Having lived both vita contemplativa (as a tenured professor of Political Science) and vita activa (as Chief of Staff for Prime Minister of Canada Stephen Harper), Ian Brodie is well positioned to comment on whether academic characterizations truly capture political reality.  And Brodie does not disappoint. His new book, At the Centre of Government, is a lively account of Canadian constitutional theory peppered with illuminating anecdotes of power actually exercised, making it a must-read for any student of Canadian government and for those interested in the implementation of political ideas more generally.

At the Centre of Government engages with at least two bodies of literature on Canadian politics.  The first, which it fits comfortably within, might be called the new Canadian “status quo lit”: books that push back against an even larger number of volumes breathlessly peddling reforms to Canada’s supposedly outdated and dysfunctional institutions.  Brodie follows in the wake of books like John Pepall’s Against Reform (2010) and Dale Smith’s The Unbroken Machine (2017) by arguing for a better appreciation of Canada’s existing political system before any sweeping changes be enacted, especially since those reforms might exacerbate the very problems they purport to address.  All of them echo Lord Albany’s warning in King Lear that “striving to better, oft we mar what’s well” and these authors, regardless of whether they convince the reform-minded (and the reform-obsessed will never be deterred), helpfully draw the attention of Canadians back to the animating ideas that, for the most part, serve Canada well.  This is a particularly important service with respect to the often misunderstood and underappreciated principles of Responsible Government, which Brodie elucidates by drawing heavily upon the path-breaking work of Janet Ajzenstat.  Starting with her resurrection of The Political Thought of Lord Durham (1988), Ajzenstat has sought to teach Canadians to appreciate that Responsible Government – perhaps the best institutional manifestation of liberalism possible – has virtues that vastly outweigh any accompanying dysfunctions it might bring.  Indeed, Canada will be fortunate if Brodie’s book is the gateway drug to a full Ajzenstat addiction.
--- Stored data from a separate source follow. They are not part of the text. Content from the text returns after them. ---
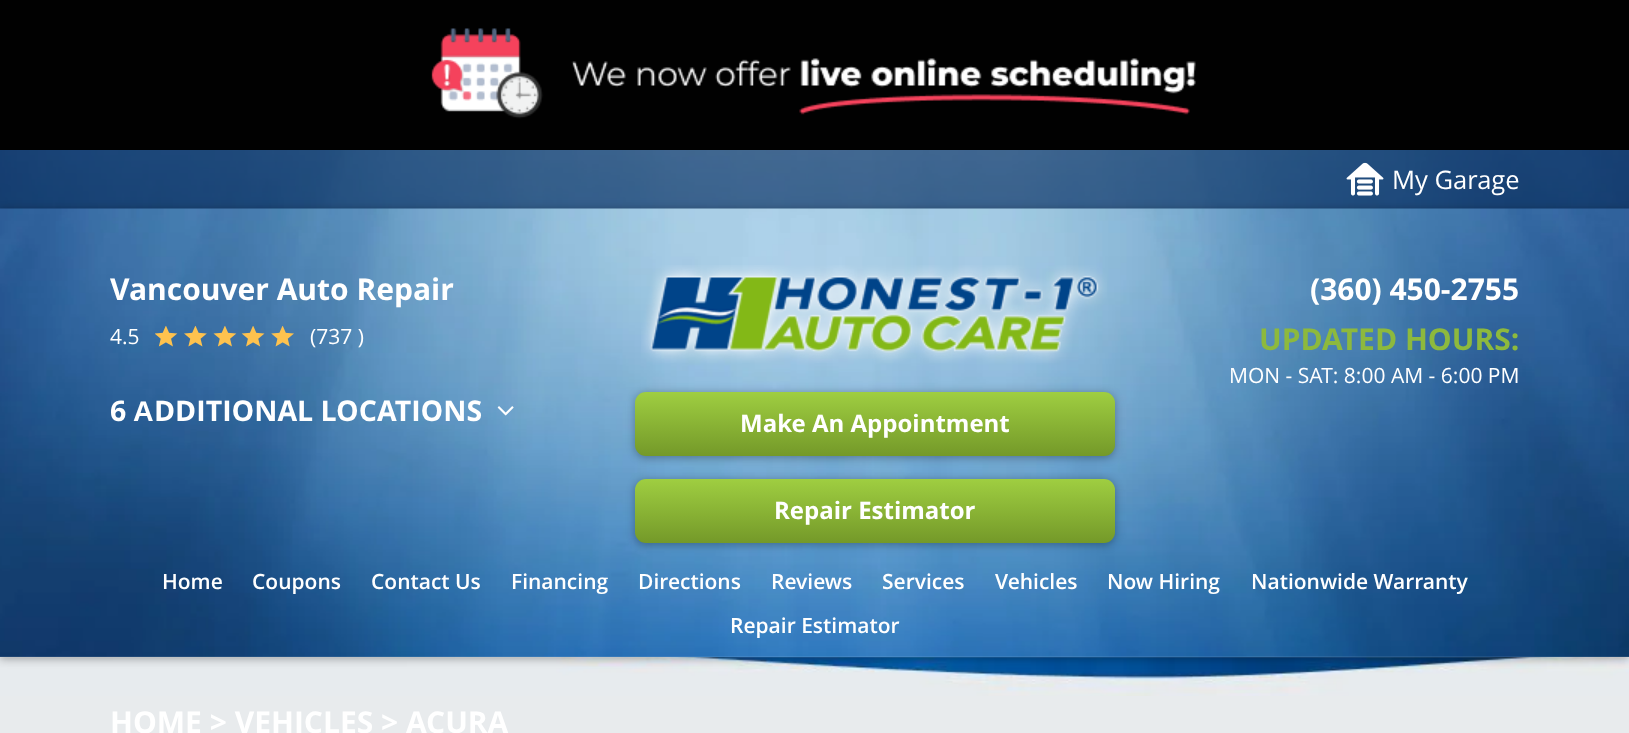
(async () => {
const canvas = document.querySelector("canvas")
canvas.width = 1629
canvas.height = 733
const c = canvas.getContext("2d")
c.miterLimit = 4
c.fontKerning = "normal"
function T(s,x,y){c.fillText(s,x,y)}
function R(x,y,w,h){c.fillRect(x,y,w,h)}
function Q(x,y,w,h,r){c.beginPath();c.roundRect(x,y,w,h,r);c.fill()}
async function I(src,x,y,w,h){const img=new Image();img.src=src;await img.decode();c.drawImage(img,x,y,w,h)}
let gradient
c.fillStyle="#e8ebed"
R(0,0,1629,733)
await I("1.png",0,150,1629,546)
c.fillStyle="#010101"
R(0,0,1629,150)
await I("2.png",431,28,765,91)
c.fillStyle="#113565a6"
R(0,150,1629,59)
await I("3.png",1346,162,38,34)
c.font="25.5px Open Sans"
c.fillStyle="#fff"
T("My Garage",1392,189)
c.fillStyle="#0000004d"
c.filter="blur(4px)"
c.beginPath()
c.rect(0,210,1629,449)
c.fill()
c.filter="none"
await I("4.png",0,208,1629,449)
c.fillStyle="#ffffff14"
R(0,656,1629,2)
c.font="bold 30px Open Sans"
c.fillStyle="#fff"
T("Vancouver Auto Repair",110,300)
await I("5.png",155,326,139,21)
c.font="21px Open Sans"
T("4.5",110,344)
T("(737 )",310,344)
c.font="bold 28.5px Open Sans"
T("6",110,421)
c.font="bold 28.5px Liberation Sans"
T("А",133,421)
c.font="bold 28.5px Open Sans"
T("DDITIONAL LOCATIONS",154,421)
await I("6.png",497,406,17,10)
c.font="bold 30px Open Sans"
T("(360) 450-2755",1310,300)
c.fillStyle="#8db93d"
T("UPDATED HOURS:",1259,350)
c.font="21px Open Sans"
c.fillStyle="#fff"
T("MON - SAT: 8:00 AM - 6:00 PM",1229,383)
await I("7.png",641,265,466,98)
c.fillStyle="#0000004d"
c.filter="blur(4px)"
c.beginPath()
c.roundRect(635,393,480,65,11)
c.fill()
c.filter="none"
gradient = c.createLinearGradient(875,392,875,456)
gradient.addColorStop(0,"#9fce41")
gradient.addColorStop(1,"#749929")
c.fillStyle = gradient
Q(635,392,480,64,11)
c.font="bold 24px Open Sans"
c.fillStyle="#fff"
T("Make An Appointment",740,432)
c.fillStyle="#0000004d"
c.filter="blur(4px)"
c.beginPath()
c.roundRect(635,480,480,65,11)
c.fill()
c.filter="none"
gradient = c.createLinearGradient(875,479,875,543)
gradient.addColorStop(0,"#9fce41")
gradient.addColorStop(1,"#749929")
c.fillStyle = gradient
Q(635,479,480,64,11)
c.fillStyle="#fff"
T("Repair Estimator",774,519)
c.font="600 21px Open Sans"
T("Home",162,589)
T("Coupons",252,589)
T("Contact Us",371,589)
T("Financing",511,589)
T("Directions",638,589)
T("Reviews",771,589)
T("Services",882,589)
T("Vehicles",995,589)
T("Now Hiring",1107,589)
T("Nationwide Warranty",1251,589)
T("Repair Estimator",730,633)
c.font="bold 30px Open Sans"
T("HOME > VEHICLES > ACURA",110,733)
})()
The other literature that Brodie’s book engages centres around one of Canadian political science’s most well-worn claims: power is so unduly concentrated in the executive that legislatures (and other institutional checks) cannot properly perform their function.  The regular authority – and the one Brodie clearly targets – is Donald Savoie’s Governing From the Centre (1999).  Savoie argues that “Court government has taken root in Canada” such that “effective power rests with the prime minister and a small group of courtiers” (635).  Savoie is sometimes only half-read by his critics and his admirers: while the portrait of an all-powerful prime minister travels widely in Canadian political studies (perhaps popularized by columnist Jeffrey Simpson’s assessment of Prime Minister Chrétien as the Friendly Dictator (2001)), a secondary argument – that the Prime Ministership has become more “managerial,” risk-adverse, and fearful of the gaffes that can result in media firestorms – goes less remarked upon.  If the Canadian executive “were ever asked to ice a hockey team,” Savoie writes, “they would put six goaltenders on the ice” (122).  The tension between this meekness and the alleged accumulation of power resolved itself, in Savoie’s model, with a distinction between formal institutional checks (essentially the Cabinet and the legislature) that could easily be transcended by Prime Ministers and their central agencies, and the more informal limitations imposed by modern political reality, need to be heeded.  So, in Savoie’s view, the media provides real opposition to the Prime Ministerial centre, whereas the Members of Parliament do not.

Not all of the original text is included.